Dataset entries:
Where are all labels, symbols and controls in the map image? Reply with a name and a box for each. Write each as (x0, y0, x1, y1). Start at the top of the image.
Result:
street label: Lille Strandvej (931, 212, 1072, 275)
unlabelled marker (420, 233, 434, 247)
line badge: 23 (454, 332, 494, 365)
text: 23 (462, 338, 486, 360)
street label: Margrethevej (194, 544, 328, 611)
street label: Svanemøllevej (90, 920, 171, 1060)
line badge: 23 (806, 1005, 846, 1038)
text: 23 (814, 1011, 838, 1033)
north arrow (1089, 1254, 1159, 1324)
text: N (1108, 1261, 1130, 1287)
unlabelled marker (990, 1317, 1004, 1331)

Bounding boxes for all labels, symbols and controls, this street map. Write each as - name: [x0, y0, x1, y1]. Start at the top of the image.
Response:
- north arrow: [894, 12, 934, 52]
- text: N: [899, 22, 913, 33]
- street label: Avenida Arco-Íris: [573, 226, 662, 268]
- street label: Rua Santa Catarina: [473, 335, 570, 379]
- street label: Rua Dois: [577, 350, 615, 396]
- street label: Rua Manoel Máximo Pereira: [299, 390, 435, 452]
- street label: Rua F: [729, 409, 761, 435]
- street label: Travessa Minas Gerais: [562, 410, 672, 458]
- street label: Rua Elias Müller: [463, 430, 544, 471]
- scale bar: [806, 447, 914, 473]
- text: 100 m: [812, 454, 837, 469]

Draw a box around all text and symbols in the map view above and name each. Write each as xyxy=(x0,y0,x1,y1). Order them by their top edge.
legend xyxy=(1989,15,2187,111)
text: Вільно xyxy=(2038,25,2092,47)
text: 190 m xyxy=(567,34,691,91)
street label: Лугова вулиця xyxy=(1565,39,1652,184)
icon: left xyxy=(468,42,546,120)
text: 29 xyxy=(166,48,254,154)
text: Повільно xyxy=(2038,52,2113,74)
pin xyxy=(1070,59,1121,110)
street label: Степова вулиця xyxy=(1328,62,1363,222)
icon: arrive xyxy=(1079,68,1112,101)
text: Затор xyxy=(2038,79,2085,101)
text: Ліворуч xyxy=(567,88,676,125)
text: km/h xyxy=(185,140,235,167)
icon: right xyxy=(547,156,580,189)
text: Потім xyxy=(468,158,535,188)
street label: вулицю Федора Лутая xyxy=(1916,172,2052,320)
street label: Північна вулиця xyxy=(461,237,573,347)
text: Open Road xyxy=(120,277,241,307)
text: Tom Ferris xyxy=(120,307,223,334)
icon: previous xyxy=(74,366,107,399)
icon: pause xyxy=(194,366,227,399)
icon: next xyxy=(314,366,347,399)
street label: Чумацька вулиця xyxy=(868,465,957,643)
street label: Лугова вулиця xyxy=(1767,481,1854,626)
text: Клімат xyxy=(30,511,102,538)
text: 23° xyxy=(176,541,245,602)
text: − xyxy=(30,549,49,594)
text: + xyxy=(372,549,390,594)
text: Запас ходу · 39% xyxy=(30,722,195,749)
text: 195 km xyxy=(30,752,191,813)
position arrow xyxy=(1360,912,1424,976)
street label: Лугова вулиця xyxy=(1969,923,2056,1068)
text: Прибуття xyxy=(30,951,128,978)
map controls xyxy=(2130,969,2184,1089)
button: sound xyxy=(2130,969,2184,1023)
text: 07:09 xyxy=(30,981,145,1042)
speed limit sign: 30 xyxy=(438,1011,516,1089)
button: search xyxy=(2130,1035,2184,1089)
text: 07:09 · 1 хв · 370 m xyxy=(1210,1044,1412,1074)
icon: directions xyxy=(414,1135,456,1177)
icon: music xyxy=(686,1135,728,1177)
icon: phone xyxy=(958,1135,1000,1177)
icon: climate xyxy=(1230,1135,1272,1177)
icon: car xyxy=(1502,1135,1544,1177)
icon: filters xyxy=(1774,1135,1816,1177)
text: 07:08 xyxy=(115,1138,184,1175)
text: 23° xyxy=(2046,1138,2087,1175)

● **EXERCISE PROMPT**:
The required answer is every line of the data, duplicated exactly.

● **TASK RESPONSE**:
Where are all labels, symbols and controls in the map image? Reply with a name and a box for each. Write each as (x0, y0, x1, y1). Start at the top of the image.
Result:
street label: Lille Strandvej (931, 212, 1072, 275)
unlabelled marker (420, 233, 434, 247)
line badge: 23 (454, 332, 494, 365)
text: 23 (462, 338, 486, 360)
street label: Margrethevej (194, 544, 328, 611)
street label: Svanemøllevej (90, 920, 171, 1060)
line badge: 23 (806, 1005, 846, 1038)
text: 23 (814, 1011, 838, 1033)
north arrow (1089, 1254, 1159, 1324)
text: N (1108, 1261, 1130, 1287)
unlabelled marker (990, 1317, 1004, 1331)

Bounding boxes for all labels, symbols and controls, this street map. Write each as - name: [x0, y0, x1, y1]. Start at the top of the image.
Response:
- north arrow: [894, 12, 934, 52]
- text: N: [899, 22, 913, 33]
- street label: Avenida Arco-Íris: [573, 226, 662, 268]
- street label: Rua Santa Catarina: [473, 335, 570, 379]
- street label: Rua Dois: [577, 350, 615, 396]
- street label: Rua Manoel Máximo Pereira: [299, 390, 435, 452]
- street label: Rua F: [729, 409, 761, 435]
- street label: Travessa Minas Gerais: [562, 410, 672, 458]
- street label: Rua Elias Müller: [463, 430, 544, 471]
- scale bar: [806, 447, 914, 473]
- text: 100 m: [812, 454, 837, 469]

Draw a box around all text and symbols in the map view above and name each. Write each as xyxy=(x0,y0,x1,y1). Order them by their top edge.
legend xyxy=(1989,15,2187,111)
text: Вільно xyxy=(2038,25,2092,47)
text: 190 m xyxy=(567,34,691,91)
street label: Лугова вулиця xyxy=(1565,39,1652,184)
icon: left xyxy=(468,42,546,120)
text: 29 xyxy=(166,48,254,154)
text: Повільно xyxy=(2038,52,2113,74)
pin xyxy=(1070,59,1121,110)
street label: Степова вулиця xyxy=(1328,62,1363,222)
icon: arrive xyxy=(1079,68,1112,101)
text: Затор xyxy=(2038,79,2085,101)
text: Ліворуч xyxy=(567,88,676,125)
text: km/h xyxy=(185,140,235,167)
icon: right xyxy=(547,156,580,189)
text: Потім xyxy=(468,158,535,188)
street label: вулицю Федора Лутая xyxy=(1916,172,2052,320)
street label: Північна вулиця xyxy=(461,237,573,347)
text: Open Road xyxy=(120,277,241,307)
text: Tom Ferris xyxy=(120,307,223,334)
icon: previous xyxy=(74,366,107,399)
icon: pause xyxy=(194,366,227,399)
icon: next xyxy=(314,366,347,399)
street label: Чумацька вулиця xyxy=(868,465,957,643)
street label: Лугова вулиця xyxy=(1767,481,1854,626)
text: Клімат xyxy=(30,511,102,538)
text: 23° xyxy=(176,541,245,602)
text: − xyxy=(30,549,49,594)
text: + xyxy=(372,549,390,594)
text: Запас ходу · 39% xyxy=(30,722,195,749)
text: 195 km xyxy=(30,752,191,813)
position arrow xyxy=(1360,912,1424,976)
street label: Лугова вулиця xyxy=(1969,923,2056,1068)
text: Прибуття xyxy=(30,951,128,978)
map controls xyxy=(2130,969,2184,1089)
button: sound xyxy=(2130,969,2184,1023)
text: 07:09 xyxy=(30,981,145,1042)
speed limit sign: 30 xyxy=(438,1011,516,1089)
button: search xyxy=(2130,1035,2184,1089)
text: 07:09 · 1 хв · 370 m xyxy=(1210,1044,1412,1074)
icon: directions xyxy=(414,1135,456,1177)
icon: music xyxy=(686,1135,728,1177)
icon: phone xyxy=(958,1135,1000,1177)
icon: climate xyxy=(1230,1135,1272,1177)
icon: car xyxy=(1502,1135,1544,1177)
icon: filters xyxy=(1774,1135,1816,1177)
text: 07:08 xyxy=(115,1138,184,1175)
text: 23° xyxy=(2046,1138,2087,1175)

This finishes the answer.